-- Source data follows --
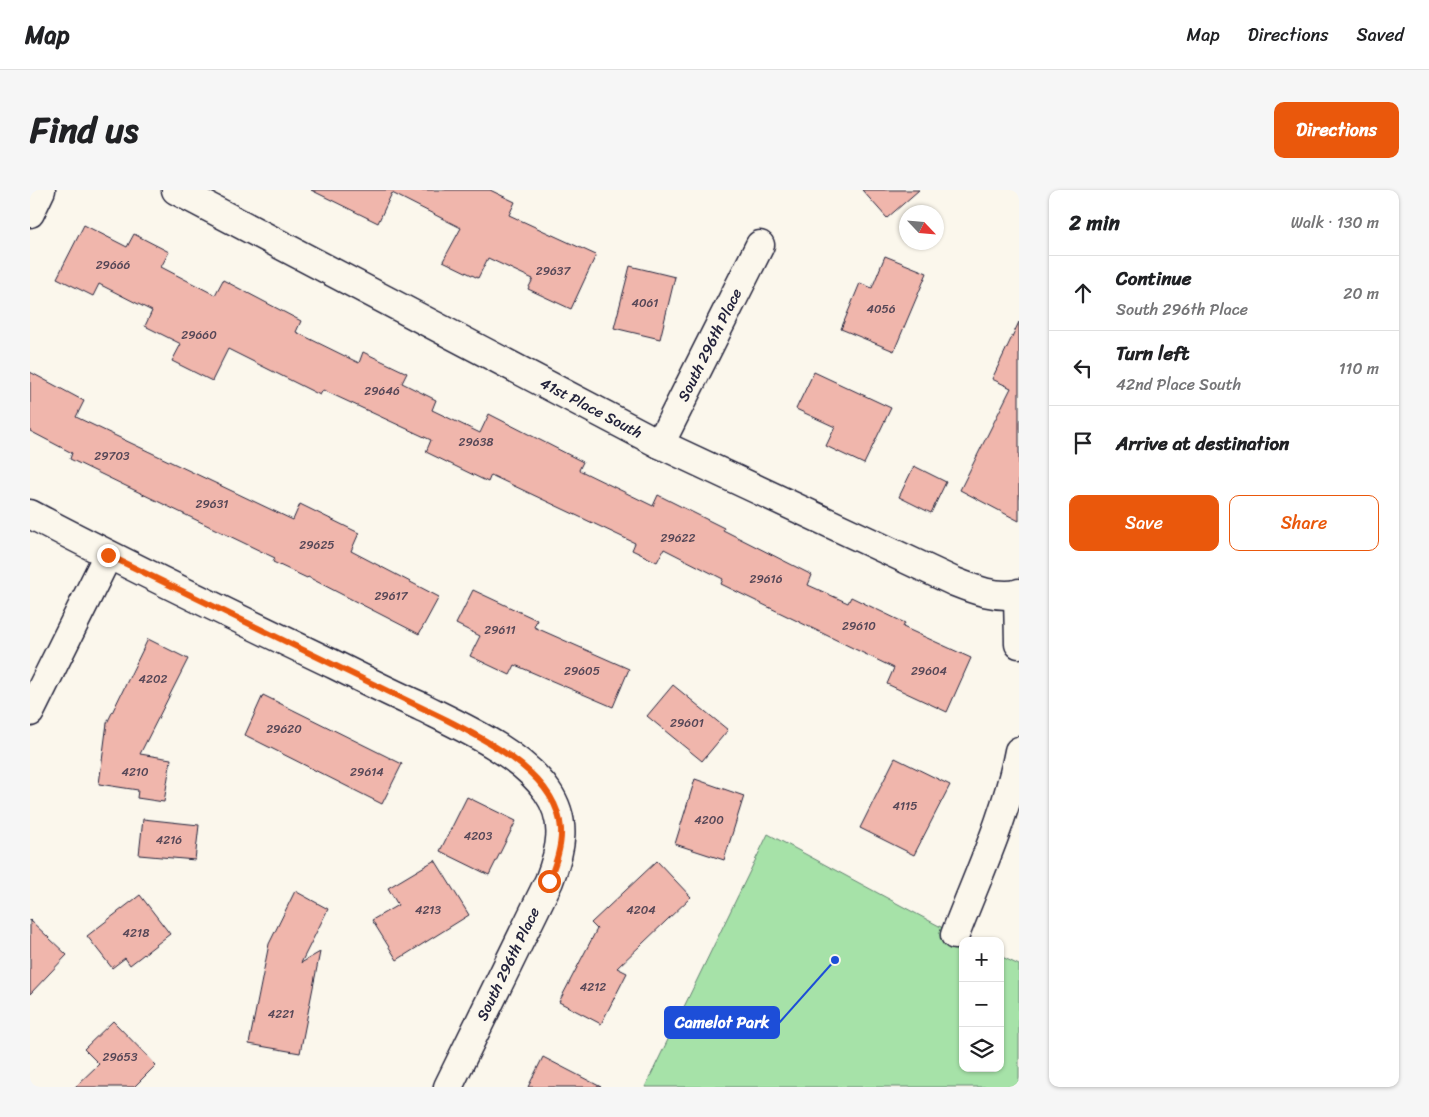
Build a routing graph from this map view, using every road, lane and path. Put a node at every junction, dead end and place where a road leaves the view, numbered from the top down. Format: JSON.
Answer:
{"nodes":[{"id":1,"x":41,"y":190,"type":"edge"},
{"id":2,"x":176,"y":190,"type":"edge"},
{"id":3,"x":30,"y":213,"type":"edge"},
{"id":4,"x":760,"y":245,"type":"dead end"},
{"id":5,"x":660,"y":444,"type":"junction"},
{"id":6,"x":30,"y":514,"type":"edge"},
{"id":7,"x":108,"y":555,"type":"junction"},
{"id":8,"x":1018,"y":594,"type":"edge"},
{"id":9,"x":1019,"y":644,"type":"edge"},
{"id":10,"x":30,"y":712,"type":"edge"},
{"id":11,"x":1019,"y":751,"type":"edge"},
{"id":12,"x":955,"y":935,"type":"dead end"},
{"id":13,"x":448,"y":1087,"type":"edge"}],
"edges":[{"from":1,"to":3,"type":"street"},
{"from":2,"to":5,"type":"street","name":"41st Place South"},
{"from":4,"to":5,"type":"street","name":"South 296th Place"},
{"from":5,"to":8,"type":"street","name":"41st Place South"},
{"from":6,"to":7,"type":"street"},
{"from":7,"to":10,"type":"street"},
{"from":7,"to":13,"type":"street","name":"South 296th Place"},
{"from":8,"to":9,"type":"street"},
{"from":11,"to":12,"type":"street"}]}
-- Source data concluded --
Skip every picture and transcribe the data above exactly.

Build a routing graph from this map view, using every road, lane and path. Put a node at every junction, dead end and place where a road leaves the view, numbered from the top down. Format: JSON.
Answer:
{"nodes":[{"id":1,"x":41,"y":190,"type":"edge"},
{"id":2,"x":176,"y":190,"type":"edge"},
{"id":3,"x":30,"y":213,"type":"edge"},
{"id":4,"x":760,"y":245,"type":"dead end"},
{"id":5,"x":660,"y":444,"type":"junction"},
{"id":6,"x":30,"y":514,"type":"edge"},
{"id":7,"x":108,"y":555,"type":"junction"},
{"id":8,"x":1018,"y":594,"type":"edge"},
{"id":9,"x":1019,"y":644,"type":"edge"},
{"id":10,"x":30,"y":712,"type":"edge"},
{"id":11,"x":1019,"y":751,"type":"edge"},
{"id":12,"x":955,"y":935,"type":"dead end"},
{"id":13,"x":448,"y":1087,"type":"edge"}],
"edges":[{"from":1,"to":3,"type":"street"},
{"from":2,"to":5,"type":"street","name":"41st Place South"},
{"from":4,"to":5,"type":"street","name":"South 296th Place"},
{"from":5,"to":8,"type":"street","name":"41st Place South"},
{"from":6,"to":7,"type":"street"},
{"from":7,"to":10,"type":"street"},
{"from":7,"to":13,"type":"street","name":"South 296th Place"},
{"from":8,"to":9,"type":"street"},
{"from":11,"to":12,"type":"street"}]}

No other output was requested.